Thanks for the reply. I haven't got any boiler as of yet - I'm trying to plan what would be best so I'm not set on any particular kind yet.
 
Hi
There is a way but it means linking the two systems (pressurised/open vent) without letting the water mix i.e. a heat exchanger. The heat exchanger absorbs the pressure differences. What you have to do is have a good heat sink in the open vented (stove) incase the power goes off (this can have a mororised valve that switches if the power goes off). A stat in the open vented turns on the pressurised system pump to take the heat. It is a bit of a balancing act.
 
I have never come across that, how would you stop the extra heat impacting on the combi, if the combi stat stops calling for heat?
 
Hi Gary
It has been a while since Ive been on. Does this answer your question? If the stat stops calling for heat, the pump on that system (combi) is turned off i.e no circulation and it wont be pulling heat from the exchanger and from the stove system. However the stove system is free to circulate (open vented). The one issue with this is the possible build up of crud in the exchanger so filters are needed.
 
It would work in theory, have you ever seen one in practice? I never have. I would suspect the heat exchanger would have to be pretty big to heat the radiator system indirectly.
 
bottom line is that's it's not practical to tie a casual fireplace into a day to day heating system, the cost doesnt justify. just enjoy the fireplace when you light it and dont worry about having all that heat going up the chimmeny wheder the fire is lit or not.
 

The OP is referrering to a stove.
 
ya most causal stoves work the same way though, ie not tied into any system
 
If there is a secondary heat source on the same circuit as a domestic gas boiler and the gas boiler is the primary heat source, you are going to possibly have problems with overheating due to the fact the primary heat exchanger is so small, when the gas boiler goes off on the stat it just cuts the gas not always the pump, the boiler will have to dump the heat either by the fan running on or normally the pump running on, by adding a funky heat source you are "possibly" reducing the ability of the boiler to dissipate the heat, which would be very important if the safety overheat went and the pump ran on pulling in heat from the secondary source, this would be brown undergarment time. By fitting a secondary heat source you are moving away from what all manufacturers i know of would allow you to do with their boiler and you would be outside of IS813 as the gas boiler would not be fitted as per manufactures instruction. Gary.
 
Gary,

May I ask, have you just started your gid?

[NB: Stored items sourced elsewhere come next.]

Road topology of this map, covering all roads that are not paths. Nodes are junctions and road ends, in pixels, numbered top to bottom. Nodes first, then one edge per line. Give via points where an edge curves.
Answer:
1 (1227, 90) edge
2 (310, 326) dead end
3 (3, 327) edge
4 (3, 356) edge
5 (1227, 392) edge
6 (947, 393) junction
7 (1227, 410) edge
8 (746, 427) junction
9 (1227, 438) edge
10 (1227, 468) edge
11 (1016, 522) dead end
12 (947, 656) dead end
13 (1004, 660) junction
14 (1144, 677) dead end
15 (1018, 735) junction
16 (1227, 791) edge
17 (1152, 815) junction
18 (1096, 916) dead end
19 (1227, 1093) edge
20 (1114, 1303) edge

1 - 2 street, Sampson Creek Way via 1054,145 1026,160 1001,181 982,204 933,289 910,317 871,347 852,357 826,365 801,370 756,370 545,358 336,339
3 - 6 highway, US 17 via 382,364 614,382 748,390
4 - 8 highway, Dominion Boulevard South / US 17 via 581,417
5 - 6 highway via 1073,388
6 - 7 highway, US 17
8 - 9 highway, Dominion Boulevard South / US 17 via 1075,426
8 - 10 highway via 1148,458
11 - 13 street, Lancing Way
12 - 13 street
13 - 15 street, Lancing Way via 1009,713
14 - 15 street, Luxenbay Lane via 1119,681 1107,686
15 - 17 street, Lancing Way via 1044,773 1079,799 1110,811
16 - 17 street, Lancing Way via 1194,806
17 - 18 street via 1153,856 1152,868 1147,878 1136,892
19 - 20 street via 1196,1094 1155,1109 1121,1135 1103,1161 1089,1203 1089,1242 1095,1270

Tony, Tony, Tony what makes you think that, could it be there's a over confident, over fed, over annoying moaner at the back of your class, don't know anything about it but i bet he's thinking a 3 o'clock finish woud be great, Gary.
 
Haha.....was thinking that when you retold the story of 'the corgi incident'

Unfortuneatley I won't be giving that class again, as I was only standing in for the usual instructor (you will like him, as he has lots of hands on experience) I am only there on Fri/Sat

Drop me an email, and I'll get a copy of that usb to you also that I promised

tony@oilburnerservices.com

talk soon mate

(ps, didn't think you were a moaner, very dead class!, at least someone was talking!)
 
Thats Mad, I forget its a small Island when you work in certain industries.

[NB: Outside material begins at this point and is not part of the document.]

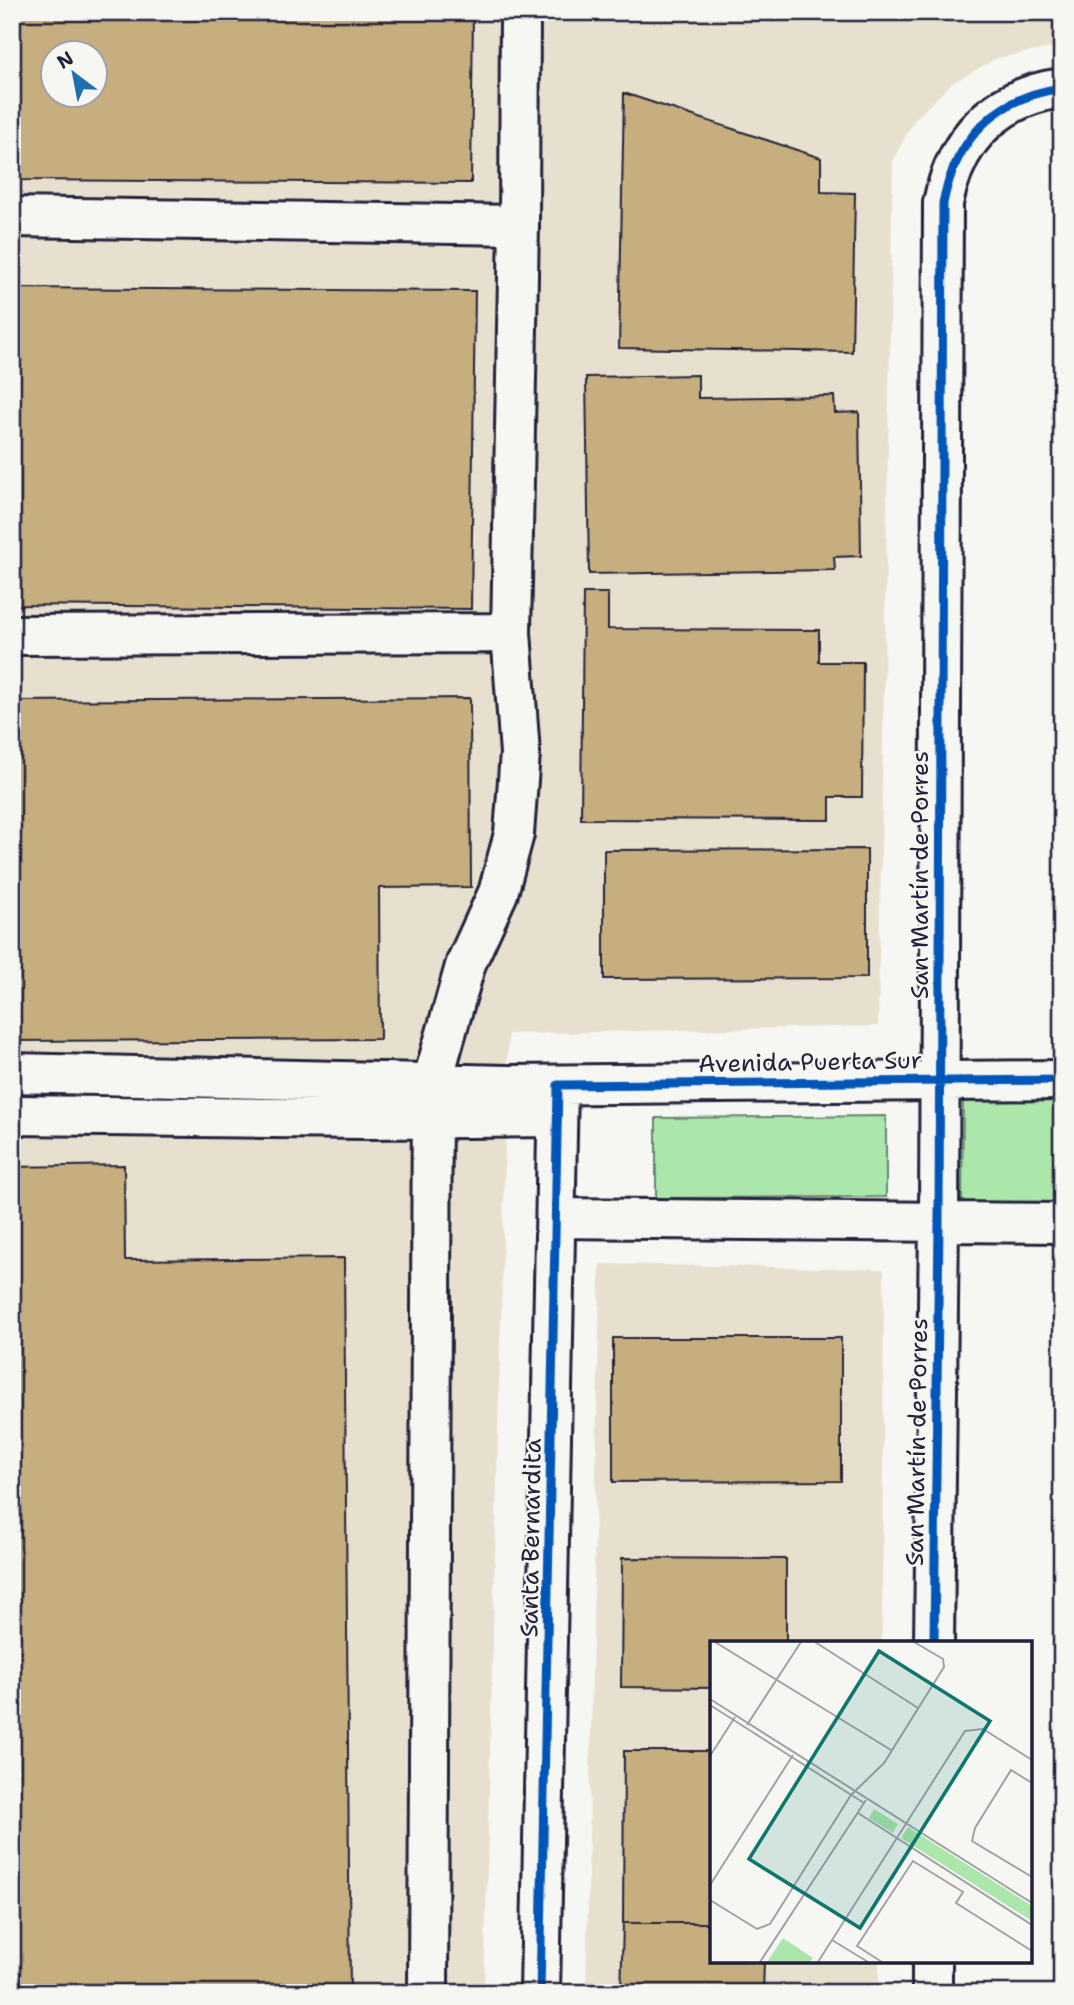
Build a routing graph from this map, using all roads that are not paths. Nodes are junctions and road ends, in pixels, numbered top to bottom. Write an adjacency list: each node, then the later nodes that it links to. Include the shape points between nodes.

Gary is right when he says the boiler warrenty would be void if it was not fitted per manufactures instructions.
You wouldn't want the hot water from the second heat exchanger being pumped through the primary exchanger. So a second pump external to boiler would have to be fitted on a reverse loop with non return valves and the like.

its possible from an experiment side of things as long as the right controls where used but I can't see why anyone would bother to be honest.